Estruturar o projeto com recursos próprios e ao mesmo tempo correr os riscos inerentes, tem gerado desistência.
(iv) Complexidade do processo: as etapas de desenvolvimento e aprovação do projeto são complexas e passam por avaliações extremamente criteriosas e lentas. Existem casos onde os projetos têm de retornar à etapa inicial do para revisão integral.
Além disso, questões relativas à interpretação de critérios, como Adicionalidade, por exemplo, tem colocado à margem inúmeros potenciais projetos.
(v) Projetos aprovados e registrados na China têm apresentado um elevado grau de desconfiança.
(vi) O fato de o Japão estar adquirindo créditos originados na Rússia e região, por preços muito abaixo da média e oriundos do conhecido Hot-Air, adicionalmente tem gerado desconforto no Mercado de Carbono.
MDL Programático
Recentemente o Banco Mundial lançou uma carta-convite para que esta modalidade fosse avaliada com o intuito de que se entendesse quais as razões que “emperram” esta modalidade no Brasil. Neste momento existe um projeto em andamento no estado de Minas Gerais com 40 usinas de cana, um banco alemão e uma consultoria de mercado.
(v) os chamados “low hanging fruits “já foram quase todos realizados; captação de metano em aterros sanitários e em projetos de suinocultura; co-geração com bagaço de cana; substituição de matriz energética nas industrias.As grandes empresas praticamente já desenvolveram seus projetos de MDL ou então aguardam momentos de melhor definição para fazê-lo.
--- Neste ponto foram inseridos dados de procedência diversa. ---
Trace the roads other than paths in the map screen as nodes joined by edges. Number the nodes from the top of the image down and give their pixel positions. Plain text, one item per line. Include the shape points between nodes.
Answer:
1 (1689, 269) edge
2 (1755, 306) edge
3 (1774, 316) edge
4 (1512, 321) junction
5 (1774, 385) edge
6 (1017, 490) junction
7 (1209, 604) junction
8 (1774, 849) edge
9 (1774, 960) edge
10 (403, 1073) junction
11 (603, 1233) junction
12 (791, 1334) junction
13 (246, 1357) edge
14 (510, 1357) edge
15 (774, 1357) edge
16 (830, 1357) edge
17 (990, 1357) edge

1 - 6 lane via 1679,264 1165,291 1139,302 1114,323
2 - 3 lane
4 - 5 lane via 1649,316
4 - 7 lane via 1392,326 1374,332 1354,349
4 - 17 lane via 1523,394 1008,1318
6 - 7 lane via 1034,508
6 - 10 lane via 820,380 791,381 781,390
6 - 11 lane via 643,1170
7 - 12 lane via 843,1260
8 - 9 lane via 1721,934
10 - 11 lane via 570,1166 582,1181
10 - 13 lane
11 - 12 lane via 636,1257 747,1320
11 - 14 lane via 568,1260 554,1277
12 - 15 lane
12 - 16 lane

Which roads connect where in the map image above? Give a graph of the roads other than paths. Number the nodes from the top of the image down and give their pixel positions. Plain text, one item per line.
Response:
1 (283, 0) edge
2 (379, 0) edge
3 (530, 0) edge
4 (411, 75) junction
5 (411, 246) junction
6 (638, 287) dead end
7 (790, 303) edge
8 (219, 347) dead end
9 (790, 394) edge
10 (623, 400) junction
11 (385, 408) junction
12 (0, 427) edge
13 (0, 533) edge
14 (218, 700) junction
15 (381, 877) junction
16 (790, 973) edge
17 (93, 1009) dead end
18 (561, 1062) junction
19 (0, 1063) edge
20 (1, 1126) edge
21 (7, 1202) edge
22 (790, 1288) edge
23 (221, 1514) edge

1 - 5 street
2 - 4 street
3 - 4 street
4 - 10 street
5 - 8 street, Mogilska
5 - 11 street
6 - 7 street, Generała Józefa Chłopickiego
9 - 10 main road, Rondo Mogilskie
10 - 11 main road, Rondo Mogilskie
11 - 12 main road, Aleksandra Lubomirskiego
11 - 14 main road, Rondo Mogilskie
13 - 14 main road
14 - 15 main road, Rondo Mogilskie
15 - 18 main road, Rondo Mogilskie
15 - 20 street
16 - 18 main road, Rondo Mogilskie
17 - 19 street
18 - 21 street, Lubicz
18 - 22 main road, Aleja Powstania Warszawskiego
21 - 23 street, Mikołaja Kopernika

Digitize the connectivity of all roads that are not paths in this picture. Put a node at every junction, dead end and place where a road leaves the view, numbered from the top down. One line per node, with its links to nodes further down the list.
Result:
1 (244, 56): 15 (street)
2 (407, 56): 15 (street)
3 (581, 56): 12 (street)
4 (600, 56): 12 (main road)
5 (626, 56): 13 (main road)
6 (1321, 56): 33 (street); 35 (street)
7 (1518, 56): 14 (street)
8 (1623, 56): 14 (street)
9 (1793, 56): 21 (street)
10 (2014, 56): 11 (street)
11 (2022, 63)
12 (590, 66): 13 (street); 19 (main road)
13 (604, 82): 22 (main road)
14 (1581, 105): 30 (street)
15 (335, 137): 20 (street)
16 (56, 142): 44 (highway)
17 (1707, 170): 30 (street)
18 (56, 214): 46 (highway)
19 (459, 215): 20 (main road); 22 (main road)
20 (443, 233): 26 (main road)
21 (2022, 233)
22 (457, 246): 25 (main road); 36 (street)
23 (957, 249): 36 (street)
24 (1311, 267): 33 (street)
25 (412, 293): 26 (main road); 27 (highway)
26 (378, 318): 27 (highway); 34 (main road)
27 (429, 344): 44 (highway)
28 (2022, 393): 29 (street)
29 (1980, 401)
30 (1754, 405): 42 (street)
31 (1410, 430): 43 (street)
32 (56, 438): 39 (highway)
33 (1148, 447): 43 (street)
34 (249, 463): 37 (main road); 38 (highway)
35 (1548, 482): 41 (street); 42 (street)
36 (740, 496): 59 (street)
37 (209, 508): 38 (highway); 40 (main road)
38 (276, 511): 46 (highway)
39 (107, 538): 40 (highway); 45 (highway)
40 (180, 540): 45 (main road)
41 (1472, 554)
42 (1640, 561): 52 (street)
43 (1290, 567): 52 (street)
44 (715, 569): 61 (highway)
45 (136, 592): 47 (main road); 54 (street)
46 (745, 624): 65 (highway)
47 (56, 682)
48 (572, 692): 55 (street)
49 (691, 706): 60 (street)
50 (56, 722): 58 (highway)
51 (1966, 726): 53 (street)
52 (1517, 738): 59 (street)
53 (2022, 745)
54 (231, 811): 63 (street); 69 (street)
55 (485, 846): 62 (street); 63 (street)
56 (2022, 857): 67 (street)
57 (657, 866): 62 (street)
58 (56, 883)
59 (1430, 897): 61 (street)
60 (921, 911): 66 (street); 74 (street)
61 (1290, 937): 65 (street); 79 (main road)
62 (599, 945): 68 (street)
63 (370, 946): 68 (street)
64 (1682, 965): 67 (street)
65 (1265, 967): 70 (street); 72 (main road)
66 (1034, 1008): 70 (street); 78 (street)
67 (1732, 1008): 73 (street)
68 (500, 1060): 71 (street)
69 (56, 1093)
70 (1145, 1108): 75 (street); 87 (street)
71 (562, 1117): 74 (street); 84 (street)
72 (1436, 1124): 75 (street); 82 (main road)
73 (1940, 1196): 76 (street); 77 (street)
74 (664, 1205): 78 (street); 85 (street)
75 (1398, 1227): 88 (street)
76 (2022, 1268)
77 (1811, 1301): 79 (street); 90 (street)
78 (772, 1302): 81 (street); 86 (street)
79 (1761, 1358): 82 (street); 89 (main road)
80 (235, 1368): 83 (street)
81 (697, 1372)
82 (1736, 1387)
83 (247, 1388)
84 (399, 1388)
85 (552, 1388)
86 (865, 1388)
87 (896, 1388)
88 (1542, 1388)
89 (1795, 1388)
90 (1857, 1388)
Existe a possibilidade de êxito da modalidade CCS (carbon capture and storage), mas ainda há muito para se aguardar. Esta atividade de projeto deve tomar corpo por volta de 2012.
Os projetos florestais, na contexto do Protocolo, continuam a representar um cenário pouco atrativo.A menos que as regras de Quioto mudem, este potencial será amplamente aproveitado pelo mercado voluntário.
Portanto o MDL encontra-se cada vez mais limitado enquanto oportunidade de redução de GEE e de geração de receitas. Mas,… tudo pode mudar.